> **Prompt**: Every line holding "Warren" should be copied from the records below.

> **Records for this task**:

[Start of Attachment]

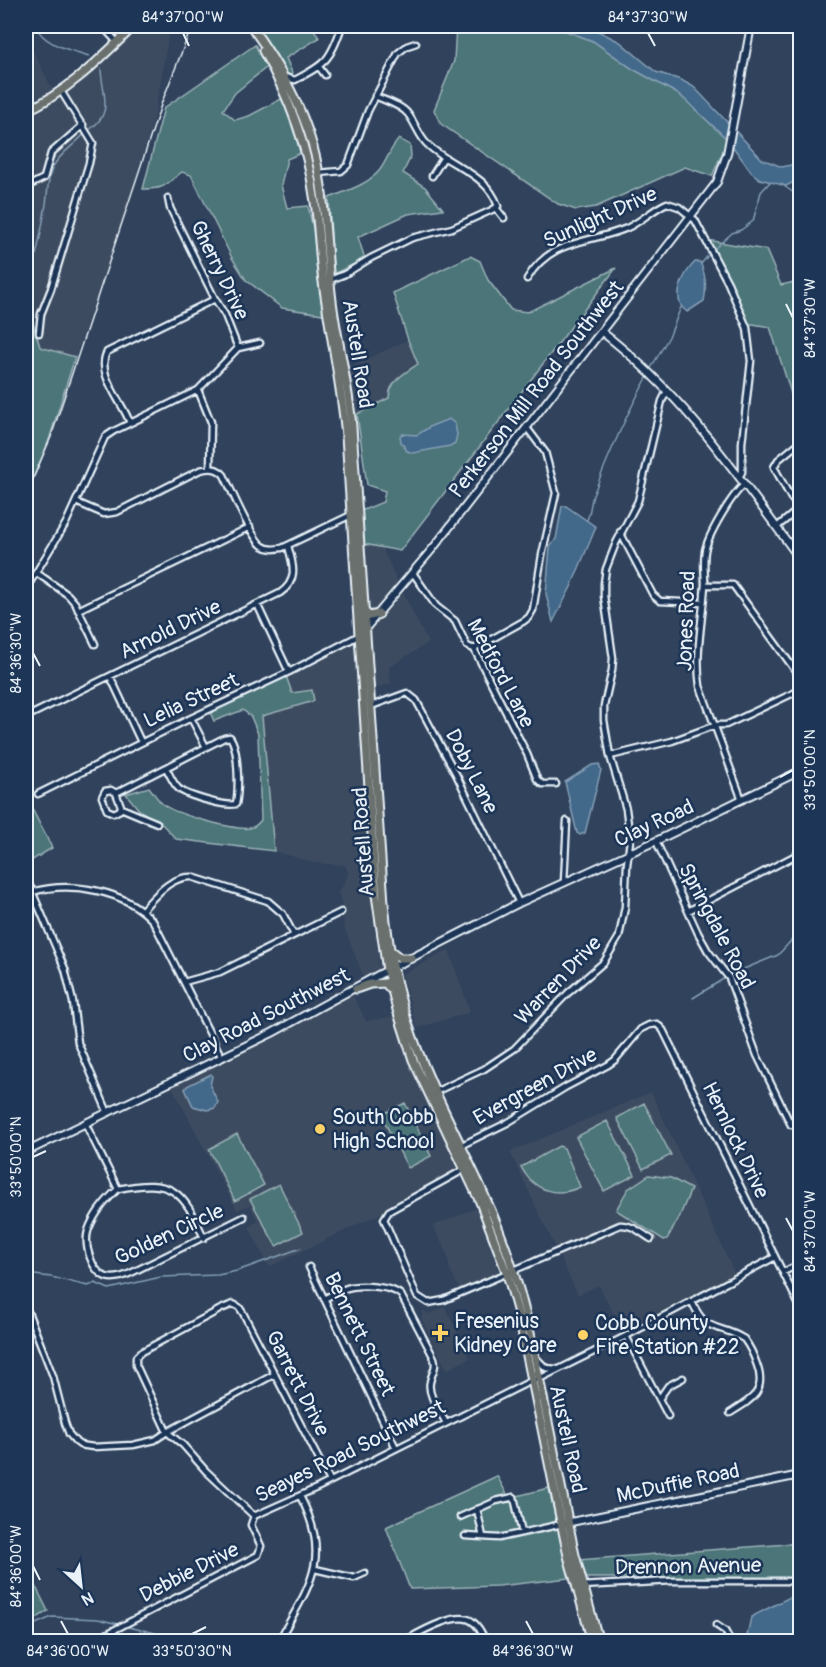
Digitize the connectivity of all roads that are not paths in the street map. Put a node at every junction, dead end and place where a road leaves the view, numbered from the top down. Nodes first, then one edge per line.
1 (102, 26) edge
2 (134, 26) edge
3 (246, 26) edge
4 (251, 26) edge
5 (342, 26) edge
6 (751, 26) edge
7 (117, 42) junction
8 (416, 43) dead end
9 (319, 67) junction
10 (325, 75) dead end
11 (283, 77) junction
12 (295, 80) junction
13 (62, 91) junction
14 (292, 95) junction
15 (375, 96) junction
16 (26, 111) edge
17 (83, 125) junction
18 (444, 157) junction
19 (318, 173) junction
20 (432, 176) dead end
21 (26, 187) edge
22 (168, 198) dead end
23 (496, 208) junction
24 (692, 217) junction
25 (504, 218) dead end
26 (527, 279) dead end
27 (326, 281) junction
28 (215, 299) junction
29 (602, 332) junction
30 (39, 333) dead end
31 (260, 343) dead end
32 (238, 348) junction
33 (198, 390) junction
34 (667, 391) junction
35 (130, 423) junction
36 (527, 428) junction
37 (801, 442) edge
38 (210, 468) junction
39 (739, 477) junction
40 (745, 484) junction
41 (76, 502) junction
42 (800, 509) edge
43 (357, 510) junction
44 (351, 516) junction
45 (250, 527) junction
46 (777, 527) junction
47 (620, 532) junction
48 (288, 546) junction
49 (798, 549) edge
50 (801, 559) edge
51 (37, 573) junction
52 (413, 573) junction
53 (705, 585) junction
54 (26, 589) edge
55 (702, 603) junction
56 (257, 604) junction
57 (78, 610) junction
58 (364, 611) junction
59 (379, 614) junction
60 (365, 630) junction
61 (358, 636) junction
62 (95, 644) dead end
63 (474, 649) junction
64 (289, 672) junction
65 (110, 676) junction
66 (801, 677) edge
67 (801, 690) edge
68 (370, 706) junction
69 (26, 717) edge
70 (191, 718) junction
71 (716, 725) junction
72 (141, 742) junction
73 (206, 747) junction
74 (610, 756) junction
75 (166, 768) junction
76 (801, 771) edge
77 (556, 784) dead end
78 (116, 793) junction
79 (38, 794) dead end
80 (742, 800) junction
81 (121, 808) junction
82 (567, 821) dead end
83 (157, 823) dead end
84 (656, 841) junction
85 (629, 852) junction
86 (801, 853) edge
87 (26, 877) edge
88 (564, 882) junction
89 (32, 892) junction
90 (519, 903) junction
91 (143, 909) junction
92 (688, 911) junction
93 (341, 912) dead end
94 (294, 935) junction
95 (390, 949) junction
96 (412, 958) junction
97 (390, 969) junction
98 (184, 982) junction
99 (356, 988) junction
100 (392, 991) junction
101 (654, 1024) joint
102 (222, 1058) junction
103 (435, 1092) junction
104 (108, 1113) junction
105 (85, 1123) junction
106 (791, 1125) dead end
107 (458, 1147) junction
108 (26, 1152) edge
109 (465, 1168) junction
110 (118, 1189) junction
111 (244, 1217) dead end
112 (204, 1238) junction
113 (651, 1239) dead end
114 (775, 1257) junction
115 (801, 1264) edge
116 (309, 1267) dead end
117 (510, 1272) junction
118 (783, 1272) junction
119 (324, 1299) junction
120 (692, 1302) junction
121 (26, 1307) edge
122 (801, 1307) edge
123 (626, 1336) junction
124 (534, 1356) junction
125 (560, 1369) junction
126 (275, 1374) junction
127 (683, 1378) dead end
128 (536, 1380) junction
129 (659, 1399) junction
130 (730, 1413) dead end
131 (668, 1416) dead end
132 (446, 1423) junction
133 (167, 1432) junction
134 (396, 1448) junction
135 (801, 1475) edge
136 (330, 1481) junction
137 (300, 1496) junction
138 (477, 1509) junction
139 (254, 1516) junction
140 (460, 1517) dead end
141 (565, 1523) junction
142 (522, 1533) junction
143 (465, 1536) dead end
144 (483, 1537) junction
145 (315, 1569) junction
146 (365, 1573) dead end
147 (801, 1581) edge
148 (579, 1584) junction
149 (716, 1625) dead end
150 (92, 1641) edge
151 (278, 1641) edge
152 (402, 1641) edge
153 (486, 1641) edge
154 (592, 1641) edge
155 (599, 1641) edge
156 (731, 1641) edge

1 - 7 street
2 - 7 main road
3 - 27 main road, Austell Road
4 - 11 main road, Austell Road
5 - 9 street
6 - 24 street, Perkerson Mill Road Southwest
7 - 13 main road
8 - 15 street
9 - 10 street
9 - 12 street
11 - 12 street
11 - 14 main road, Austell Road
12 - 14 street
13 - 16 main road
13 - 17 street
14 - 19 main road, Austell Road
15 - 18 street
15 - 19 street
17 - 21 street
17 - 30 street
18 - 20 street
18 - 23 street
19 - 27 main road, Austell Road
22 - 28 street, Gherry Drive
23 - 25 street
23 - 27 street
24 - 26 street, Sunlight Drive
24 - 29 street, Perkerson Mill Road Southwest
24 - 39 street
27 - 43 main road, Austell Road
27 - 44 main road, Austell Road
28 - 32 street, Gherry Drive
28 - 35 street
29 - 34 street
29 - 36 street, Perkerson Mill Road Southwest
31 - 32 street
32 - 33 street, Gherry Drive
33 - 35 street, Gherry Drive
33 - 38 street
34 - 39 street
34 - 47 street, Warren Drive
35 - 41 street, Gherry Drive
36 - 52 street, Perkerson Mill Road Southwest
36 - 63 street
37 - 42 street
38 - 41 street
38 - 45 street
39 - 40 street
40 - 46 street
40 - 53 street, Jones Road
41 - 51 street, Gherry Drive
42 - 46 street
43 - 44 street
43 - 58 main road, Austell Road
44 - 48 street
44 - 61 main road, Austell Road
45 - 48 street
45 - 57 street
46 - 49 street
47 - 55 street
47 - 74 street, Warren Drive
48 - 56 street, Arnold Drive
49 - 50 street
51 - 54 street, Gherry Drive
51 - 57 street
52 - 59 street, Perkerson Mill Road Southwest
52 - 63 street, Medford Lane
53 - 55 street, Jones Road
53 - 66 street
55 - 71 street, Jones Road
56 - 64 street
56 - 65 street, Arnold Drive
57 - 62 street
58 - 59 main road
58 - 60 main road, Austell Road
59 - 60 street, Perkerson Mill Road Southwest
60 - 61 street, Perkerson Mill Road Southwest
60 - 68 main road, Austell Road
61 - 64 street, Lelia Street
61 - 97 main road, Austell Road
63 - 77 street, Medford Lane
64 - 70 street, Lelia Street
65 - 69 street, Arnold Drive
65 - 72 street
67 - 71 street
68 - 90 street, Doby Lane
68 - 95 main road, Austell Road
70 - 72 street, Lelia Street
70 - 73 street
71 - 74 street
71 - 80 street, Jones Road
72 - 79 street, Lelia Street
73 - 75 street
73 - 75 street
74 - 85 street, Warren Drive
75 - 78 street
76 - 80 street, Clay Road
78 - 81 street
78 - 81 street
80 - 84 street, Clay Road
81 - 83 street
82 - 88 street
84 - 85 street, Clay Road
84 - 92 street, Springdale Road
85 - 88 street, Clay Road
85 - 103 street, Warren Drive
86 - 92 street
87 - 89 street
88 - 90 street, Clay Road
89 - 91 street
89 - 104 street
90 - 96 street, Clay Road Southwest
91 - 94 street
91 - 98 street
92 - 106 street, Springdale Road
93 - 94 street
94 - 98 street
95 - 96 main road
95 - 97 main road, Austell Road
96 - 97 street, Clay Road Southwest
97 - 99 street, Clay Road Southwest
97 - 100 main road, Austell Road
97 - 103 main road, Austell Road
98 - 102 street
99 - 100 main road
99 - 102 street, Clay Road Southwest
100 - 107 main road, Austell Road
101 - 107 street, Evergreen Drive
101 - 114 street, Hemlock Drive
102 - 104 street, Clay Road Southwest
103 - 107 main road, Austell Road
104 - 105 street, Clay Road Southwest
105 - 108 street, Clay Road Southwest
105 - 110 street
107 - 109 main road, Austell Road
107 - 117 main road, Austell Road
109 - 117 main road, Austell Road
109 - 117 street
110 - 112 street
110 - 112 street, Golden Circle
111 - 112 street, Golden Circle
113 - 117 street
114 - 118 street, Hemlock Drive
114 - 120 street, Seayes Road Southwest
115 - 118 street
116 - 119 street, Bennett Street
117 - 124 main road, Austell Road
117 - 128 main road, Austell Road
118 - 122 street, Hemlock Drive
119 - 132 street
119 - 134 street, Bennett Street
120 - 123 street, Seayes Road Southwest
120 - 130 street
121 - 133 street
123 - 125 street, Seayes Road Southwest
123 - 129 street
124 - 125 street
124 - 128 main road, Austell Road
125 - 128 street, Seayes Road Southwest
126 - 133 street
126 - 133 street, Garrett Drive
126 - 136 street, Garrett Drive
127 - 129 street
128 - 132 street, Seayes Road Southwest
128 - 141 main road, Austell Road
129 - 131 street
132 - 134 street, Seayes Road Southwest
133 - 139 street, Seayes Road Southwest
134 - 136 street, Seayes Road Southwest
135 - 141 street, McDuffie Road
136 - 137 street, Seayes Road Southwest
137 - 139 street, Seayes Road Southwest
137 - 145 street
138 - 140 street
138 - 142 street
138 - 144 street
139 - 150 street, Debbie Drive
141 - 142 street
141 - 148 main road, Austell Road
142 - 144 street
143 - 144 street
145 - 146 street
145 - 151 street
147 - 148 street, Drennon Avenue
148 - 154 main road, Austell Road
148 - 155 main road, Austell Road
149 - 156 street
152 - 153 street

[End of Attachment]

> **Answer to this exercise**:
34 - 47 street, Warren Drive
47 - 74 street, Warren Drive
74 - 85 street, Warren Drive
85 - 103 street, Warren Drive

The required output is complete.